Breaking: Yankee’s veteran star has an inflammation injury and is out for an extended period of time.

Yankees slugger Juan Soto has elbow inflammation and not a serious injury such as a torn ligament, a relief to the team and its fans.

In the big picture, we have some positive news. Only a little irritation, Boone remarked. “Some tense moments may have occurred in there.”

Due to soreness in his left forearm, Soto was taken out of Thursday night’s 8-5 victory over Minnesota after five innings. After the game, Soto revealed that he had been experiencing pain in the forearm of his throwing arm for a week and a half.
Soto is unsure of his future performance date.

“We’ll see how I feel over the next few days,” he remarked. “We’ll take it day by day.”

Soto claimed he worked hard to play on Friday.
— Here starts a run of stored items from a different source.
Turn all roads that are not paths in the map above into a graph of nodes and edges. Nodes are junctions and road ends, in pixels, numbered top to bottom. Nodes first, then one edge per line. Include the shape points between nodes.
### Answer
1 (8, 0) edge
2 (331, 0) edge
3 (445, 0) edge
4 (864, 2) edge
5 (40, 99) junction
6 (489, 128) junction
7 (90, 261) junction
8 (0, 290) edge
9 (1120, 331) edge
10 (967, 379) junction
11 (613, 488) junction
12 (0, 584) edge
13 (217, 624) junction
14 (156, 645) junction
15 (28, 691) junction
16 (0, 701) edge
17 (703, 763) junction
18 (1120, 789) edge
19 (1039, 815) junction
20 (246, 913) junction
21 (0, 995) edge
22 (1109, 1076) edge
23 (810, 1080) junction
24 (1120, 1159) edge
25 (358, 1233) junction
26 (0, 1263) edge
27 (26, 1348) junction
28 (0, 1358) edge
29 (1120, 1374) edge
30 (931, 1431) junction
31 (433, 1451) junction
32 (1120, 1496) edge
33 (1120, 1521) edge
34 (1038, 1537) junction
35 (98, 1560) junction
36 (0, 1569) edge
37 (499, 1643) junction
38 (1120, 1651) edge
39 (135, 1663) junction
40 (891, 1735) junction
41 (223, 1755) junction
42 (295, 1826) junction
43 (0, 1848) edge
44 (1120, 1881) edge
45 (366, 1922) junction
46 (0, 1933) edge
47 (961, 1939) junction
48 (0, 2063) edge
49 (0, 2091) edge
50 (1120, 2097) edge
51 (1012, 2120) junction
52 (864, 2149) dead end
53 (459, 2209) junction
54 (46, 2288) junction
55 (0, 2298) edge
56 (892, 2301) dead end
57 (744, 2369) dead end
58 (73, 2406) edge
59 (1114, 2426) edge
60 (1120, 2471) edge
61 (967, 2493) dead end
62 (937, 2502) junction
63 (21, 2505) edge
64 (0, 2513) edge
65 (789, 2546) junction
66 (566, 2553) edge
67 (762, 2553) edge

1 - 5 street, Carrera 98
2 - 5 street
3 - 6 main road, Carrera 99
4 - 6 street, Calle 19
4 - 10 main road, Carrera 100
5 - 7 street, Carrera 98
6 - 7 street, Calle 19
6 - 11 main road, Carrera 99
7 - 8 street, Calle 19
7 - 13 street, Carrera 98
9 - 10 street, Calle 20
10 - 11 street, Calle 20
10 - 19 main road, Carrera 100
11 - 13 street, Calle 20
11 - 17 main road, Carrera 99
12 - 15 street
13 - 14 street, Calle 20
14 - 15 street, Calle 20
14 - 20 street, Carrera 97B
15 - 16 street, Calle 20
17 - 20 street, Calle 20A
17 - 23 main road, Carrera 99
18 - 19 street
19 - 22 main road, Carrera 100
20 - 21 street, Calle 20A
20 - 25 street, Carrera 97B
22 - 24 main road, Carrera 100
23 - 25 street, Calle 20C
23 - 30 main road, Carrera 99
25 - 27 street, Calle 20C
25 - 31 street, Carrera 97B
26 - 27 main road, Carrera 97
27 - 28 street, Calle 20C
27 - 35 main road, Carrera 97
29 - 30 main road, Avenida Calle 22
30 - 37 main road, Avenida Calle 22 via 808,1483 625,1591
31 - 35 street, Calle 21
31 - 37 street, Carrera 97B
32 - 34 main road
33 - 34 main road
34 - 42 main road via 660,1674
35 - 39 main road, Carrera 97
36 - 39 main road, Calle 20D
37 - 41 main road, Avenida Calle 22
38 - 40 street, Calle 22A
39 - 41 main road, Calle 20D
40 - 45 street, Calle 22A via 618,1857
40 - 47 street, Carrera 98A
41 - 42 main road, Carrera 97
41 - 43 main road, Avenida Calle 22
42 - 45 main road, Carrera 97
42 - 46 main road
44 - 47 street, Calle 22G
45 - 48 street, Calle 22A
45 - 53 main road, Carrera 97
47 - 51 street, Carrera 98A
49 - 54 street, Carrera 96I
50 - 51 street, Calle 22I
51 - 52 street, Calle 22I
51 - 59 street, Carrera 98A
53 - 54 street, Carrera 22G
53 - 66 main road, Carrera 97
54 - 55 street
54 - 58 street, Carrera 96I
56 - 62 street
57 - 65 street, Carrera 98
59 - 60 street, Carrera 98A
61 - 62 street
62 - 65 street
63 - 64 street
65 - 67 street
In the final innings, he appeared to be getting ready to pinch hit as he put on batting gloves and stood on the top step of the dugout.

but Dodgers manager Dave Roberts was convinced it was a facade.

“I had no expectation that he was going to take an at-bat tonight,” Roberts said.

Boone admitted as much, when asked whether he considered using Soto: “Yeah, not tonight. … He was just I think feeling the moment a little bit.

Soto felt sore during a 56-minute rain delay against the Twins and was examined by head team physician Dr. Christopher Ahmad. About 20 minutes before the restart, the Yankees decided to send him for tests.

The hitting and throwing in the game have gone well once he heats up and gets going, according to them. It’s reaching that stage, after which you wake up feeling a little sore. Boone said, “different movements, just kind of stiff.” When the rain delay occurs, one feels as though they must go through the entire process again.

I thought to myself, “Hey, why don’t we get this imaging on this?” when Dr. Ahmad was around. And I believe that there was some mental clarity for him there—like, “Why is this still bothering me?”

“They work on him once he gets hot and starts to get it going; his hitting and throwing in the game have been fine.” When it reaches that stage, you wake up the following morning feeling a little sore. Different motions, just a little stiff, according to Boone.

“When the rain delay occurs, you kind of feel like you have to go through the whole process again. I said to Dr. Ahmad, “Hey, why don’t we get this imaging on this?” And I imagine that he was wondering, “Why is this still bothering me?” with a little peace of mind.